> **Supplied information**
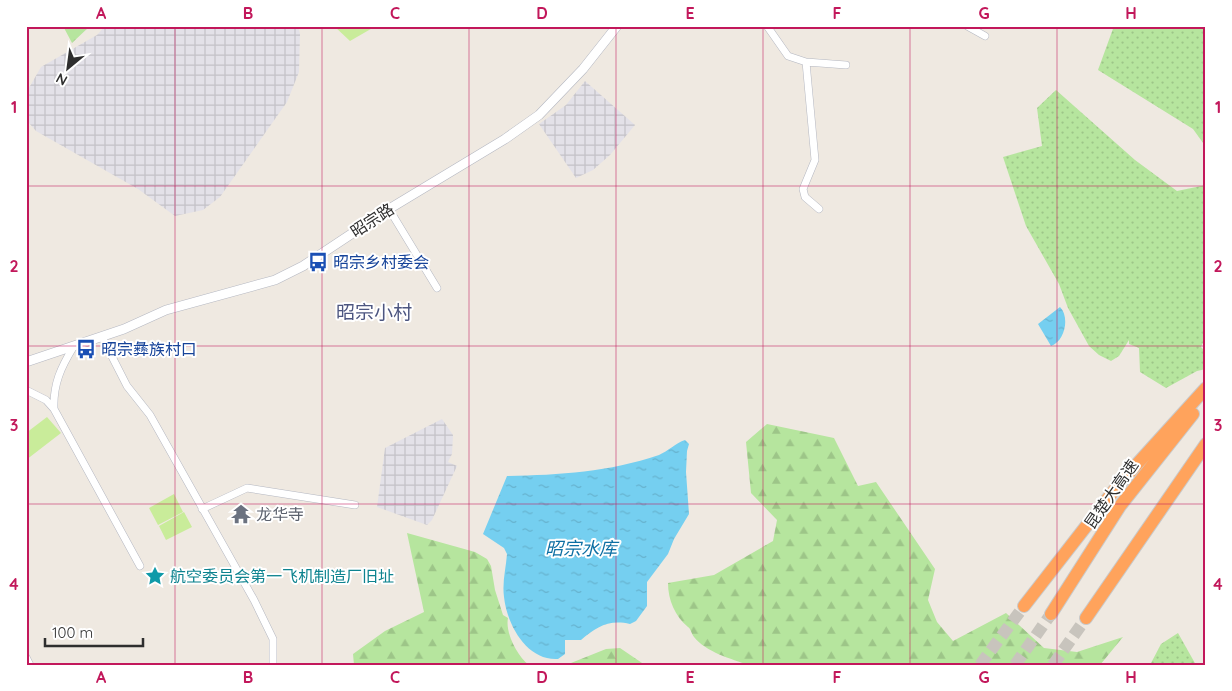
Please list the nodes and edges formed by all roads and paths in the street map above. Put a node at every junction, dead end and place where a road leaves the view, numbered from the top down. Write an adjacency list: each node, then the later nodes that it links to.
1 (617, 26): 7 (street, 昭宗路)
2 (767, 26): 5 (street)
3 (967, 26): 4 (street)
4 (985, 36)
5 (806, 62): 6 (street); 8 (street)
6 (846, 65)
7 (389, 209): 9 (street); 10 (street, 昭宗路)
8 (819, 209)
9 (437, 288)
10 (102, 337): 11 (street, 昭宗路); 19 (street)
11 (74, 346): 12 (street, 昭宗路); 16 (street)
12 (26, 362)
13 (1206, 388): 21 (highway)
14 (26, 390): 16 (street)
15 (1206, 399): 22 (highway, 昆楚大高速)
16 (54, 409): 20 (street)
17 (1206, 444): 23 (highway)
18 (355, 505): 19 (street)
19 (202, 509): 26 (street)
20 (140, 566)
21 (1024, 606)
22 (1051, 614)
23 (1086, 618)
24 (26, 657): 25 (street)
25 (30, 665)
26 (273, 665)

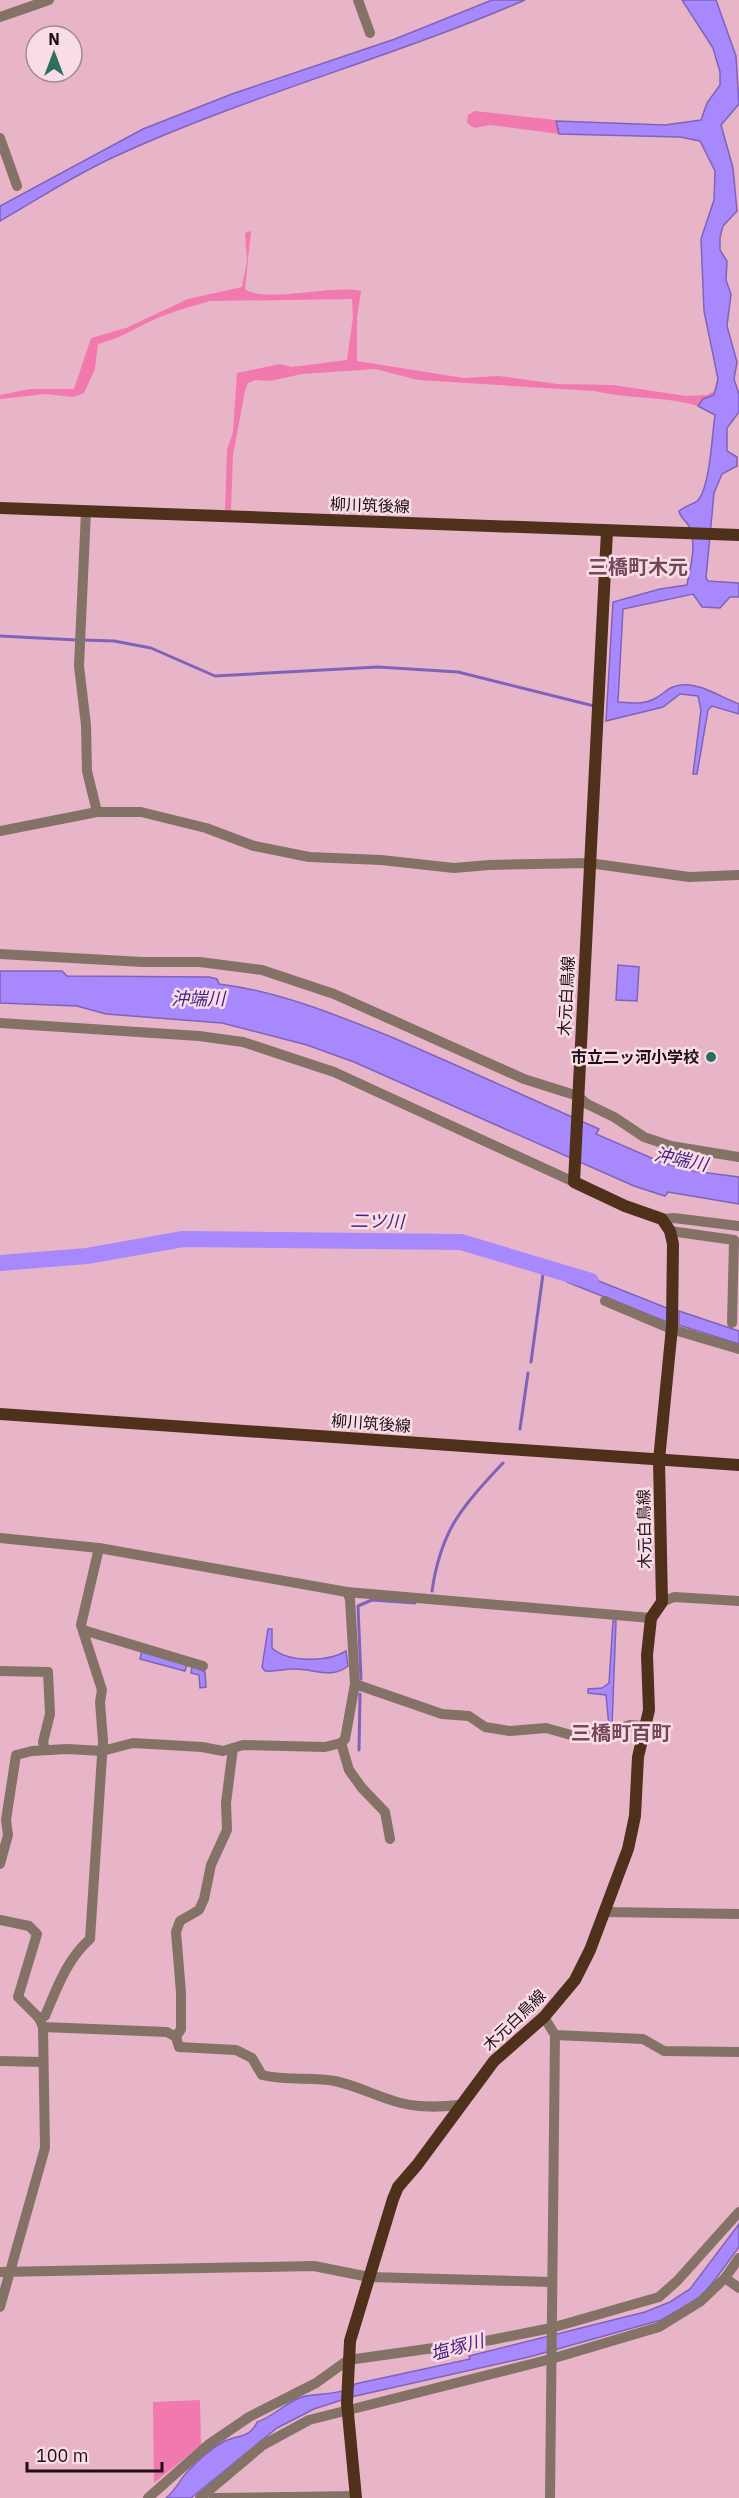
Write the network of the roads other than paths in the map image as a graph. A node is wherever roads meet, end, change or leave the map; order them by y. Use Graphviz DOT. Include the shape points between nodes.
graph roads {
  1 [pos="49,0"];
  2 [pos="358,0"];
  3 [pos="0,17"];
  4 [pos="370,33"];
  5 [pos="0,138"];
  6 [pos="18,186"];
  7 [pos="0,508"];
  8 [pos="86,511"];
  9 [pos="607,531"];
  10 [pos="739,535"];
  11 [pos="97,812"];
  12 [pos="0,831"];
  13 [pos="589,863"];
  14 [pos="739,875"];
  15 [pos="0,954"];
  16 [pos="0,1023"];
  17 [pos="578,1101"];
  18 [pos="705,1151"];
  19 [pos="739,1151"];
  20 [pos="739,1157"];
  21 [pos="574,1178"];
  22 [pos="662,1219"];
  23 [pos="739,1226"];
  24 [pos="670,1231"];
  25 [pos="605,1301"];
  26 [pos="732,1323"];
  27 [pos="672,1328"];
  28 [pos="739,1349"];
  29 [pos="0,1414"];
  30 [pos="659,1460"];
  31 [pos="739,1465"];
  32 [pos="0,1538"];
  33 [pos="99,1548"];
  34 [pos="347,1592"];
  35 [pos="739,1601"];
  36 [pos="662,1602"];
  37 [pos="651,1618"];
  38 [pos="83,1630"];
  39 [pos="203,1666"];
  40 [pos="0,1671"];
  41 [pos="355,1684"];
  42 [pos="645,1726"];
  43 [pos="341,1743"];
  44 [pos="233,1748"];
  45 [pos="45,1750"];
  46 [pos="102,1751"];
  47 [pos="3,1820"];
  48 [pos="390,1839"];
  49 [pos="0,1864"];
  50 [pos="604,1912"];
  51 [pos="739,1914"];
  52 [pos="0,1920"];
  53 [pos="544,2017"];
  54 [pos="41,2023"];
  55 [pos="555,2035"];
  56 [pos="176,2037"];
  57 [pos="739,2052"];
  58 [pos="0,2061"];
  59 [pos="42,2062"];
  60 [pos="460,2105"];
  61 [pos="739,2212"];
  62 [pos="739,2258"];
  63 [pos="4,2272"];
  64 [pos="369,2277"];
  65 [pos="725,2278"];
  66 [pos="551,2282"];
  67 [pos="739,2288"];
  68 [pos="0,2307"];
  69 [pos="551,2330"];
  70 [pos="551,2358"];
  71 [pos="348,2360"];
  72 [pos="347,2406"];
  73 [pos="356,2497"];
  74 [pos="148,2498"];
  75 [pos="200,2498"];
  76 [pos="214,2498"];
  77 [pos="550,2498"];
  1 -- 3 [label="street"];
  2 -- 4 [label="street"];
  5 -- 6 [label="street"];
  7 -- 8 [label="main road, 柳川筑後線"];
  8 -- 9 [label="main road, 柳川筑後線"];
  8 -- 11 [label="street" via="80,676 87,771"];
  9 -- 10 [label="main road, 柳川筑後線"];
  9 -- 13 [label="main road, 木元白鳥線"];
  11 -- 12 [label="street"];
  11 -- 13 [label="street" via="163,815 254,846 309,857 454,868"];
  13 -- 14 [label="street" via="689,877"];
  13 -- 17 [label="main road, 木元白鳥線"];
  15 -- 17 [label="street" via="200,962 262,969 334,994"];
  16 -- 21 [label="street" via="243,1042 333,1072"];
  17 -- 18 [label="street" via="614,1117 644,1137"];
  17 -- 21 [label="main road, 木元白鳥線"];
  18 -- 19 [label="street"];
  18 -- 20 [label="street"];
  21 -- 22 [label="main road" via="625,1206"];
  22 -- 23 [label="street"];
  22 -- 24 [label="main road, 木元白鳥線"];
  24 -- 26 [label="street" via="734,1240"];
  24 -- 27 [label="main road, 木元白鳥線" via="674,1262"];
  25 -- 27 [label="street"];
  27 -- 28 [label="street"];
  27 -- 30 [label="main road, 木元白鳥線"];
  29 -- 30 [label="main road, 柳川筑後線"];
  30 -- 31 [label="main road, 柳川筑後線"];
  30 -- 36 [label="main road, 木元白鳥線"];
  32 -- 33 [label="street"];
  33 -- 34 [label="street"];
  33 -- 38 [label="street" via="81,1624"];
  34 -- 37 [label="street"];
  34 -- 41 [label="street"];
  35 -- 36 [label="street" via="674,1597"];
  36 -- 37 [label="main road, 木元白鳥線"];
  37 -- 42 [label="main road, 木元白鳥線" via="647,1655 649,1710"];
  38 -- 39 [label="street"];
  38 -- 46 [label="street" via="102,1689"];
  40 -- 45 [label="street" via="48,1672 50,1714 43,1742"];
  41 -- 42 [label="street" via="442,1714 470,1716 485,1727 510,1731 546,1728 571,1735"];
  41 -- 43 [label="street"];
  42 -- 50 [label="main road, 木元白鳥線" via="636,1768 633,1823"];
  43 -- 44 [label="street" via="325,1747"];
  43 -- 48 [label="street" via="350,1770 386,1812"];
  44 -- 46 [label="street" via="224,1751 133,1743"];
  44 -- 56 [label="street" via="227,1830 211,1865 199,1910 180,1921 176,1932 181,2029"];
  45 -- 46 [label="street"];
  45 -- 47 [label="street" via="16,1755"];
  46 -- 54 [label="street" via="90,1939 79,1948 61,1977"];
  47 -- 49 [label="street" via="8,1835"];
  50 -- 51 [label="street"];
  50 -- 53 [label="main road, 木元白鳥線" via="575,1980"];
  52 -- 54 [label="street" via="29,1926 37,1934 18,1997"];
  53 -- 55 [label="street"];
  53 -- 60 [label="main road, 木元白鳥線" via="494,2061"];
  54 -- 56 [label="street" via="167,2032"];
  54 -- 59 [label="street"];
  55 -- 57 [label="street" via="644,2039 664,2050"];
  55 -- 66 [label="street"];
  56 -- 60 [label="street" via="179,2047 236,2050 252,2058 262,2075 318,2078 354,2085 426,2107"];
  58 -- 59 [label="street"];
  59 -- 63 [label="street" via="45,2148"];
  60 -- 64 [label="main road, 木元白鳥線" via="398,2187"];
  61 -- 69 [label="street" via="658,2297"];
  62 -- 65 [label="street"];
  63 -- 64 [label="street" via="314,2266"];
  63 -- 68 [label="street"];
  64 -- 66 [label="street"];
  64 -- 71 [label="main road, 木元白鳥線"];
  65 -- 67 [label="street"];
  65 -- 70 [label="street" via="701,2301 659,2327"];
  66 -- 69 [label="street"];
  69 -- 70 [label="street"];
  69 -- 71 [label="street"];
  70 -- 72 [label="street"];
  70 -- 77 [label="street"];
  71 -- 72 [label="main road, 木元白鳥線"];
  71 -- 74 [label="street" via="316,2383 249,2416 208,2445"];
  72 -- 73 [label="main road, 木元白鳥線"];
  72 -- 75 [label="street" via="273,2439"];
  73 -- 76 [label="street"];
}
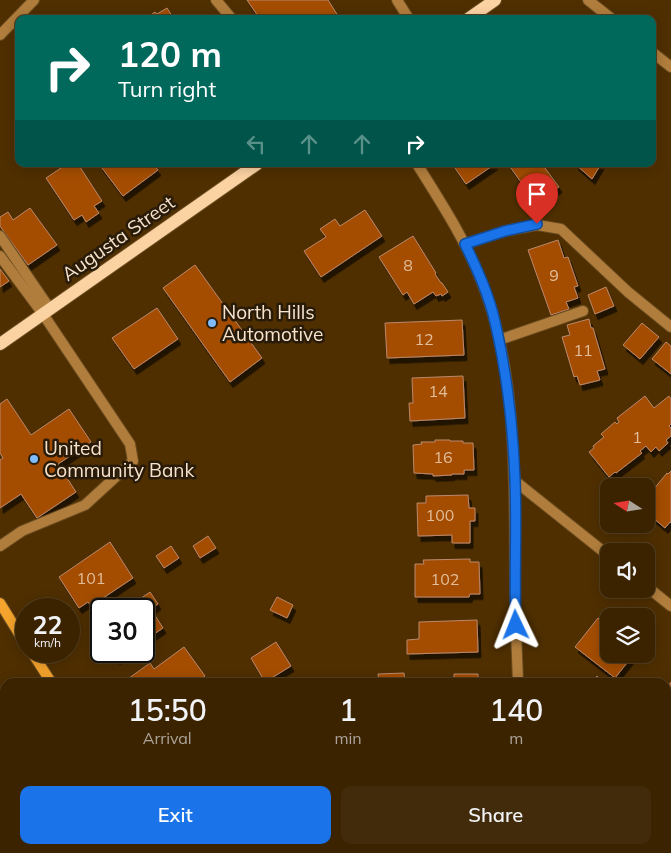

> **Task statement**
Exactly as written, return each line above and leave the pictures behind.

> **Result of the exercise**
Please list the nodes and edges formed by all roads and paths in the street map above. Put a node at every junction, dead end and place where a road leaves the view, numbered from the top down. Write an adjacency list: each node, then the later nodes that it links to.
1 (617, 26): 7 (street, 昭宗路)
2 (767, 26): 5 (street)
3 (967, 26): 4 (street)
4 (985, 36)
5 (806, 62): 6 (street); 8 (street)
6 (846, 65)
7 (389, 209): 9 (street); 10 (street, 昭宗路)
8 (819, 209)
9 (437, 288)
10 (102, 337): 11 (street, 昭宗路); 19 (street)
11 (74, 346): 12 (street, 昭宗路); 16 (street)
12 (26, 362)
13 (1206, 388): 21 (highway)
14 (26, 390): 16 (street)
15 (1206, 399): 22 (highway, 昆楚大高速)
16 (54, 409): 20 (street)
17 (1206, 444): 23 (highway)
18 (355, 505): 19 (street)
19 (202, 509): 26 (street)
20 (140, 566)
21 (1024, 606)
22 (1051, 614)
23 (1086, 618)
24 (26, 657): 25 (street)
25 (30, 665)
26 (273, 665)

Write the network of the roads other than paths in the map image as a graph. A node is wherever roads meet, end, change or leave the map; order them by y. Use Graphviz DOT. Include the shape points between nodes.
graph roads {
  1 [pos="49,0"];
  2 [pos="358,0"];
  3 [pos="0,17"];
  4 [pos="370,33"];
  5 [pos="0,138"];
  6 [pos="18,186"];
  7 [pos="0,508"];
  8 [pos="86,511"];
  9 [pos="607,531"];
  10 [pos="739,535"];
  11 [pos="97,812"];
  12 [pos="0,831"];
  13 [pos="589,863"];
  14 [pos="739,875"];
  15 [pos="0,954"];
  16 [pos="0,1023"];
  17 [pos="578,1101"];
  18 [pos="705,1151"];
  19 [pos="739,1151"];
  20 [pos="739,1157"];
  21 [pos="574,1178"];
  22 [pos="662,1219"];
  23 [pos="739,1226"];
  24 [pos="670,1231"];
  25 [pos="605,1301"];
  26 [pos="732,1323"];
  27 [pos="672,1328"];
  28 [pos="739,1349"];
  29 [pos="0,1414"];
  30 [pos="659,1460"];
  31 [pos="739,1465"];
  32 [pos="0,1538"];
  33 [pos="99,1548"];
  34 [pos="347,1592"];
  35 [pos="739,1601"];
  36 [pos="662,1602"];
  37 [pos="651,1618"];
  38 [pos="83,1630"];
  39 [pos="203,1666"];
  40 [pos="0,1671"];
  41 [pos="355,1684"];
  42 [pos="645,1726"];
  43 [pos="341,1743"];
  44 [pos="233,1748"];
  45 [pos="45,1750"];
  46 [pos="102,1751"];
  47 [pos="3,1820"];
  48 [pos="390,1839"];
  49 [pos="0,1864"];
  50 [pos="604,1912"];
  51 [pos="739,1914"];
  52 [pos="0,1920"];
  53 [pos="544,2017"];
  54 [pos="41,2023"];
  55 [pos="555,2035"];
  56 [pos="176,2037"];
  57 [pos="739,2052"];
  58 [pos="0,2061"];
  59 [pos="42,2062"];
  60 [pos="460,2105"];
  61 [pos="739,2212"];
  62 [pos="739,2258"];
  63 [pos="4,2272"];
  64 [pos="369,2277"];
  65 [pos="725,2278"];
  66 [pos="551,2282"];
  67 [pos="739,2288"];
  68 [pos="0,2307"];
  69 [pos="551,2330"];
  70 [pos="551,2358"];
  71 [pos="348,2360"];
  72 [pos="347,2406"];
  73 [pos="356,2497"];
  74 [pos="148,2498"];
  75 [pos="200,2498"];
  76 [pos="214,2498"];
  77 [pos="550,2498"];
  1 -- 3 [label="street"];
  2 -- 4 [label="street"];
  5 -- 6 [label="street"];
  7 -- 8 [label="main road, 柳川筑後線"];
  8 -- 9 [label="main road, 柳川筑後線"];
  8 -- 11 [label="street" via="80,676 87,771"];
  9 -- 10 [label="main road, 柳川筑後線"];
  9 -- 13 [label="main road, 木元白鳥線"];
  11 -- 12 [label="street"];
  11 -- 13 [label="street" via="163,815 254,846 309,857 454,868"];
  13 -- 14 [label="street" via="689,877"];
  13 -- 17 [label="main road, 木元白鳥線"];
  15 -- 17 [label="street" via="200,962 262,969 334,994"];
  16 -- 21 [label="street" via="243,1042 333,1072"];
  17 -- 18 [label="street" via="614,1117 644,1137"];
  17 -- 21 [label="main road, 木元白鳥線"];
  18 -- 19 [label="street"];
  18 -- 20 [label="street"];
  21 -- 22 [label="main road" via="625,1206"];
  22 -- 23 [label="street"];
  22 -- 24 [label="main road, 木元白鳥線"];
  24 -- 26 [label="street" via="734,1240"];
  24 -- 27 [label="main road, 木元白鳥線" via="674,1262"];
  25 -- 27 [label="street"];
  27 -- 28 [label="street"];
  27 -- 30 [label="main road, 木元白鳥線"];
  29 -- 30 [label="main road, 柳川筑後線"];
  30 -- 31 [label="main road, 柳川筑後線"];
  30 -- 36 [label="main road, 木元白鳥線"];
  32 -- 33 [label="street"];
  33 -- 34 [label="street"];
  33 -- 38 [label="street" via="81,1624"];
  34 -- 37 [label="street"];
  34 -- 41 [label="street"];
  35 -- 36 [label="street" via="674,1597"];
  36 -- 37 [label="main road, 木元白鳥線"];
  37 -- 42 [label="main road, 木元白鳥線" via="647,1655 649,1710"];
  38 -- 39 [label="street"];
  38 -- 46 [label="street" via="102,1689"];
  40 -- 45 [label="street" via="48,1672 50,1714 43,1742"];
  41 -- 42 [label="street" via="442,1714 470,1716 485,1727 510,1731 546,1728 571,1735"];
  41 -- 43 [label="street"];
  42 -- 50 [label="main road, 木元白鳥線" via="636,1768 633,1823"];
  43 -- 44 [label="street" via="325,1747"];
  43 -- 48 [label="street" via="350,1770 386,1812"];
  44 -- 46 [label="street" via="224,1751 133,1743"];
  44 -- 56 [label="street" via="227,1830 211,1865 199,1910 180,1921 176,1932 181,2029"];
  45 -- 46 [label="street"];
  45 -- 47 [label="street" via="16,1755"];
  46 -- 54 [label="street" via="90,1939 79,1948 61,1977"];
  47 -- 49 [label="street" via="8,1835"];
  50 -- 51 [label="street"];
  50 -- 53 [label="main road, 木元白鳥線" via="575,1980"];
  52 -- 54 [label="street" via="29,1926 37,1934 18,1997"];
  53 -- 55 [label="street"];
  53 -- 60 [label="main road, 木元白鳥線" via="494,2061"];
  54 -- 56 [label="street" via="167,2032"];
  54 -- 59 [label="street"];
  55 -- 57 [label="street" via="644,2039 664,2050"];
  55 -- 66 [label="street"];
  56 -- 60 [label="street" via="179,2047 236,2050 252,2058 262,2075 318,2078 354,2085 426,2107"];
  58 -- 59 [label="street"];
  59 -- 63 [label="street" via="45,2148"];
  60 -- 64 [label="main road, 木元白鳥線" via="398,2187"];
  61 -- 69 [label="street" via="658,2297"];
  62 -- 65 [label="street"];
  63 -- 64 [label="street" via="314,2266"];
  63 -- 68 [label="street"];
  64 -- 66 [label="street"];
  64 -- 71 [label="main road, 木元白鳥線"];
  65 -- 67 [label="street"];
  65 -- 70 [label="street" via="701,2301 659,2327"];
  66 -- 69 [label="street"];
  69 -- 70 [label="street"];
  69 -- 71 [label="street"];
  70 -- 72 [label="street"];
  70 -- 77 [label="street"];
  71 -- 72 [label="main road, 木元白鳥線"];
  71 -- 74 [label="street" via="316,2383 249,2416 208,2445"];
  72 -- 73 [label="main road, 木元白鳥線"];
  72 -- 75 [label="street" via="273,2439"];
  73 -- 76 [label="street"];
}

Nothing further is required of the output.